About this exercise: Word for word, copy the listing below and leave out its images.

_ _ _

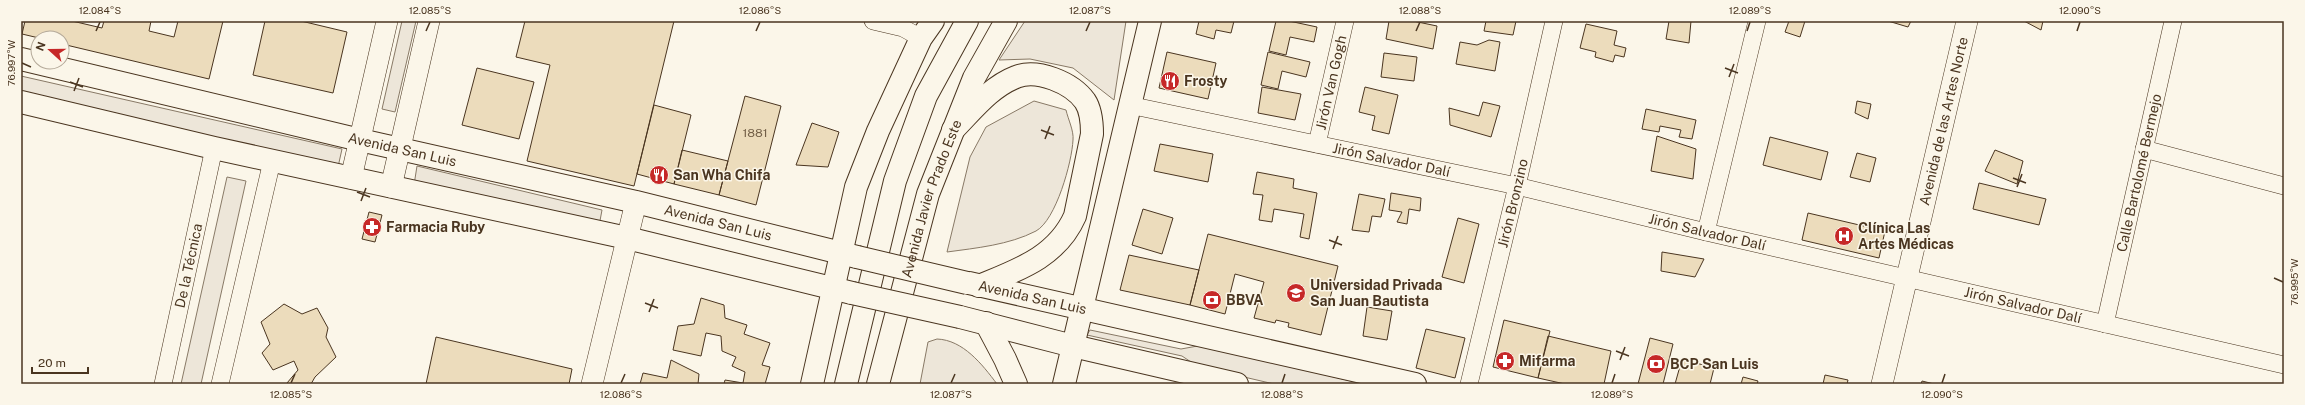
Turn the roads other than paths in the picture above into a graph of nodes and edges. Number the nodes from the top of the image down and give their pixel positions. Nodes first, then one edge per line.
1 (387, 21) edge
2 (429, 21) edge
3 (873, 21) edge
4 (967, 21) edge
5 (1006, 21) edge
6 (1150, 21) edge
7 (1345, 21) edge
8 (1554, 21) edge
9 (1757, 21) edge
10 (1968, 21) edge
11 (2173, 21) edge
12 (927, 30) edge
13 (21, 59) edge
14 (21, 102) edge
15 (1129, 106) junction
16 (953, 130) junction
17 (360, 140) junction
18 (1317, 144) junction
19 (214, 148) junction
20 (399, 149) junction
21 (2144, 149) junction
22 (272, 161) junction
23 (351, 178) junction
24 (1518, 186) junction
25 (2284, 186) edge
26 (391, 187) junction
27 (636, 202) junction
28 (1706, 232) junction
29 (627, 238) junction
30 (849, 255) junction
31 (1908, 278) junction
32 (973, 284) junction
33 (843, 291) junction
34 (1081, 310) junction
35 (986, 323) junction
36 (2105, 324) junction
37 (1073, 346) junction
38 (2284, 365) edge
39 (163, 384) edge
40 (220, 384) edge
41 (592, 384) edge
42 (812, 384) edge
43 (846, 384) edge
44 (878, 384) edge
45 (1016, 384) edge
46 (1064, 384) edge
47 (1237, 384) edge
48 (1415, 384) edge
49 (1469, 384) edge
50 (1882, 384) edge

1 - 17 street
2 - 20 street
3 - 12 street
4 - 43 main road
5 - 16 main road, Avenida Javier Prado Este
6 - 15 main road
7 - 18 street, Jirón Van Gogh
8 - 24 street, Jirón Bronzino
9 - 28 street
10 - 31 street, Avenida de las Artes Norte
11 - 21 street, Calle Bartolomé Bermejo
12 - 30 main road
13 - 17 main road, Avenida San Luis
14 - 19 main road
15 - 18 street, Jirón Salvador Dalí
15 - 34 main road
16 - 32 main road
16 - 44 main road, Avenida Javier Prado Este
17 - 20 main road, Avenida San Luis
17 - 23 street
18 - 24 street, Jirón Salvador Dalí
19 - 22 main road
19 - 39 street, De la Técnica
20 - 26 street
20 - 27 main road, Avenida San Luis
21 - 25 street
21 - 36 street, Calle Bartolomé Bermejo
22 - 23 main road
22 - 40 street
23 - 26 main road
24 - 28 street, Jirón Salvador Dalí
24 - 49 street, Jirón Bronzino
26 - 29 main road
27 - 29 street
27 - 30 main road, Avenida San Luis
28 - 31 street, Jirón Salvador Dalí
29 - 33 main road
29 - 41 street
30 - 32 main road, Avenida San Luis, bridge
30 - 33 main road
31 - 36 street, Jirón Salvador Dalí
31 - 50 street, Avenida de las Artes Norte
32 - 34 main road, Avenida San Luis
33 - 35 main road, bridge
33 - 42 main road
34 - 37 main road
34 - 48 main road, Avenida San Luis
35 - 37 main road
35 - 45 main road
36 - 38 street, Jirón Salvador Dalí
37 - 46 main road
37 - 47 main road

_ _ _

Completed task:
Turn the roads other than paths in the picture above into a graph of nodes and edges. Number the nodes from the top of the image down and give their pixel positions. Nodes first, then one edge per line.
1 (387, 21) edge
2 (429, 21) edge
3 (873, 21) edge
4 (967, 21) edge
5 (1006, 21) edge
6 (1150, 21) edge
7 (1345, 21) edge
8 (1554, 21) edge
9 (1757, 21) edge
10 (1968, 21) edge
11 (2173, 21) edge
12 (927, 30) edge
13 (21, 59) edge
14 (21, 102) edge
15 (1129, 106) junction
16 (953, 130) junction
17 (360, 140) junction
18 (1317, 144) junction
19 (214, 148) junction
20 (399, 149) junction
21 (2144, 149) junction
22 (272, 161) junction
23 (351, 178) junction
24 (1518, 186) junction
25 (2284, 186) edge
26 (391, 187) junction
27 (636, 202) junction
28 (1706, 232) junction
29 (627, 238) junction
30 (849, 255) junction
31 (1908, 278) junction
32 (973, 284) junction
33 (843, 291) junction
34 (1081, 310) junction
35 (986, 323) junction
36 (2105, 324) junction
37 (1073, 346) junction
38 (2284, 365) edge
39 (163, 384) edge
40 (220, 384) edge
41 (592, 384) edge
42 (812, 384) edge
43 (846, 384) edge
44 (878, 384) edge
45 (1016, 384) edge
46 (1064, 384) edge
47 (1237, 384) edge
48 (1415, 384) edge
49 (1469, 384) edge
50 (1882, 384) edge

1 - 17 street
2 - 20 street
3 - 12 street
4 - 43 main road
5 - 16 main road, Avenida Javier Prado Este
6 - 15 main road
7 - 18 street, Jirón Van Gogh
8 - 24 street, Jirón Bronzino
9 - 28 street
10 - 31 street, Avenida de las Artes Norte
11 - 21 street, Calle Bartolomé Bermejo
12 - 30 main road
13 - 17 main road, Avenida San Luis
14 - 19 main road
15 - 18 street, Jirón Salvador Dalí
15 - 34 main road
16 - 32 main road
16 - 44 main road, Avenida Javier Prado Este
17 - 20 main road, Avenida San Luis
17 - 23 street
18 - 24 street, Jirón Salvador Dalí
19 - 22 main road
19 - 39 street, De la Técnica
20 - 26 street
20 - 27 main road, Avenida San Luis
21 - 25 street
21 - 36 street, Calle Bartolomé Bermejo
22 - 23 main road
22 - 40 street
23 - 26 main road
24 - 28 street, Jirón Salvador Dalí
24 - 49 street, Jirón Bronzino
26 - 29 main road
27 - 29 street
27 - 30 main road, Avenida San Luis
28 - 31 street, Jirón Salvador Dalí
29 - 33 main road
29 - 41 street
30 - 32 main road, Avenida San Luis, bridge
30 - 33 main road
31 - 36 street, Jirón Salvador Dalí
31 - 50 street, Avenida de las Artes Norte
32 - 34 main road, Avenida San Luis
33 - 35 main road, bridge
33 - 42 main road
34 - 37 main road
34 - 48 main road, Avenida San Luis
35 - 37 main road
35 - 45 main road
36 - 38 street, Jirón Salvador Dalí
37 - 46 main road
37 - 47 main road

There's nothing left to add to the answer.